WHAT YOU NEED TO DO: Set down every entry exactly as it was written.

(Stored dataset items)

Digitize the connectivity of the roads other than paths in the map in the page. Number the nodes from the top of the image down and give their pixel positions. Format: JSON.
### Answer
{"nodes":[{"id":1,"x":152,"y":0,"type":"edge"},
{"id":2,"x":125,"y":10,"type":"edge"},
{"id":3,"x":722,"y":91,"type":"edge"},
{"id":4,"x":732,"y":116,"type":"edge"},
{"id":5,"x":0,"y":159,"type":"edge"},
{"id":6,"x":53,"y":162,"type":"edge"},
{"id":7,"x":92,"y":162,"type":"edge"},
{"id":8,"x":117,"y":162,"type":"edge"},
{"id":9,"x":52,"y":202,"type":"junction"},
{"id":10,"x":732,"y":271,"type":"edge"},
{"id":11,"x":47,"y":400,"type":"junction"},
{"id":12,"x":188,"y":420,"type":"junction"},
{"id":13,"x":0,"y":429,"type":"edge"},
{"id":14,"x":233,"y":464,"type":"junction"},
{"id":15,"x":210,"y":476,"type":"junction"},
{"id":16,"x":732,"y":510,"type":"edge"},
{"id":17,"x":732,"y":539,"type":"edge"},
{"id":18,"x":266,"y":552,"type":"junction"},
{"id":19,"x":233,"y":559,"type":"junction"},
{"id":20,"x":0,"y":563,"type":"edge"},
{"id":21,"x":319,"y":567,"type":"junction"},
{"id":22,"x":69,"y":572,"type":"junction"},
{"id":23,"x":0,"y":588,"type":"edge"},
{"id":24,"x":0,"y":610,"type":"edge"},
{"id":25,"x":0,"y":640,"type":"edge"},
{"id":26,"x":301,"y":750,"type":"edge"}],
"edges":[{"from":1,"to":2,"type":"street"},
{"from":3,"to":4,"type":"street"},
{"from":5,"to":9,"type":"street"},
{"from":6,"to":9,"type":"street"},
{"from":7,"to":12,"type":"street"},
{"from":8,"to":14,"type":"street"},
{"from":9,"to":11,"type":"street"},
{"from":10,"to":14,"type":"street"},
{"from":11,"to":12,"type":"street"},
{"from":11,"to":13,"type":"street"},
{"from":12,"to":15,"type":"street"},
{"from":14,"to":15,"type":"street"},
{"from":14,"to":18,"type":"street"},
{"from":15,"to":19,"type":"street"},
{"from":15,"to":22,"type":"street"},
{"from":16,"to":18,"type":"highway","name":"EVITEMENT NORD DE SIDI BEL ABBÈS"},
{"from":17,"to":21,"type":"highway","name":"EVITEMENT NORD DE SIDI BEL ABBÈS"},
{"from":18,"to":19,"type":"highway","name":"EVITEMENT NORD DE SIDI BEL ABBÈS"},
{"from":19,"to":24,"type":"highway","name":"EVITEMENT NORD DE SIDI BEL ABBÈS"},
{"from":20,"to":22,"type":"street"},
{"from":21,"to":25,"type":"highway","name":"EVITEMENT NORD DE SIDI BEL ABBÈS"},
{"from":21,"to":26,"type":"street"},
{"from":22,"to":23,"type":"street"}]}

PROBLEM SOLUTION:
Digitize the connectivity of the roads other than paths in the map in the page. Number the nodes from the top of the image down and give their pixel positions. Format: JSON.
### Answer
{"nodes":[{"id":1,"x":152,"y":0,"type":"edge"},
{"id":2,"x":125,"y":10,"type":"edge"},
{"id":3,"x":722,"y":91,"type":"edge"},
{"id":4,"x":732,"y":116,"type":"edge"},
{"id":5,"x":0,"y":159,"type":"edge"},
{"id":6,"x":53,"y":162,"type":"edge"},
{"id":7,"x":92,"y":162,"type":"edge"},
{"id":8,"x":117,"y":162,"type":"edge"},
{"id":9,"x":52,"y":202,"type":"junction"},
{"id":10,"x":732,"y":271,"type":"edge"},
{"id":11,"x":47,"y":400,"type":"junction"},
{"id":12,"x":188,"y":420,"type":"junction"},
{"id":13,"x":0,"y":429,"type":"edge"},
{"id":14,"x":233,"y":464,"type":"junction"},
{"id":15,"x":210,"y":476,"type":"junction"},
{"id":16,"x":732,"y":510,"type":"edge"},
{"id":17,"x":732,"y":539,"type":"edge"},
{"id":18,"x":266,"y":552,"type":"junction"},
{"id":19,"x":233,"y":559,"type":"junction"},
{"id":20,"x":0,"y":563,"type":"edge"},
{"id":21,"x":319,"y":567,"type":"junction"},
{"id":22,"x":69,"y":572,"type":"junction"},
{"id":23,"x":0,"y":588,"type":"edge"},
{"id":24,"x":0,"y":610,"type":"edge"},
{"id":25,"x":0,"y":640,"type":"edge"},
{"id":26,"x":301,"y":750,"type":"edge"}],
"edges":[{"from":1,"to":2,"type":"street"},
{"from":3,"to":4,"type":"street"},
{"from":5,"to":9,"type":"street"},
{"from":6,"to":9,"type":"street"},
{"from":7,"to":12,"type":"street"},
{"from":8,"to":14,"type":"street"},
{"from":9,"to":11,"type":"street"},
{"from":10,"to":14,"type":"street"},
{"from":11,"to":12,"type":"street"},
{"from":11,"to":13,"type":"street"},
{"from":12,"to":15,"type":"street"},
{"from":14,"to":15,"type":"street"},
{"from":14,"to":18,"type":"street"},
{"from":15,"to":19,"type":"street"},
{"from":15,"to":22,"type":"street"},
{"from":16,"to":18,"type":"highway","name":"EVITEMENT NORD DE SIDI BEL ABBÈS"},
{"from":17,"to":21,"type":"highway","name":"EVITEMENT NORD DE SIDI BEL ABBÈS"},
{"from":18,"to":19,"type":"highway","name":"EVITEMENT NORD DE SIDI BEL ABBÈS"},
{"from":19,"to":24,"type":"highway","name":"EVITEMENT NORD DE SIDI BEL ABBÈS"},
{"from":20,"to":22,"type":"street"},
{"from":21,"to":25,"type":"highway","name":"EVITEMENT NORD DE SIDI BEL ABBÈS"},
{"from":21,"to":26,"type":"street"},
{"from":22,"to":23,"type":"street"}]}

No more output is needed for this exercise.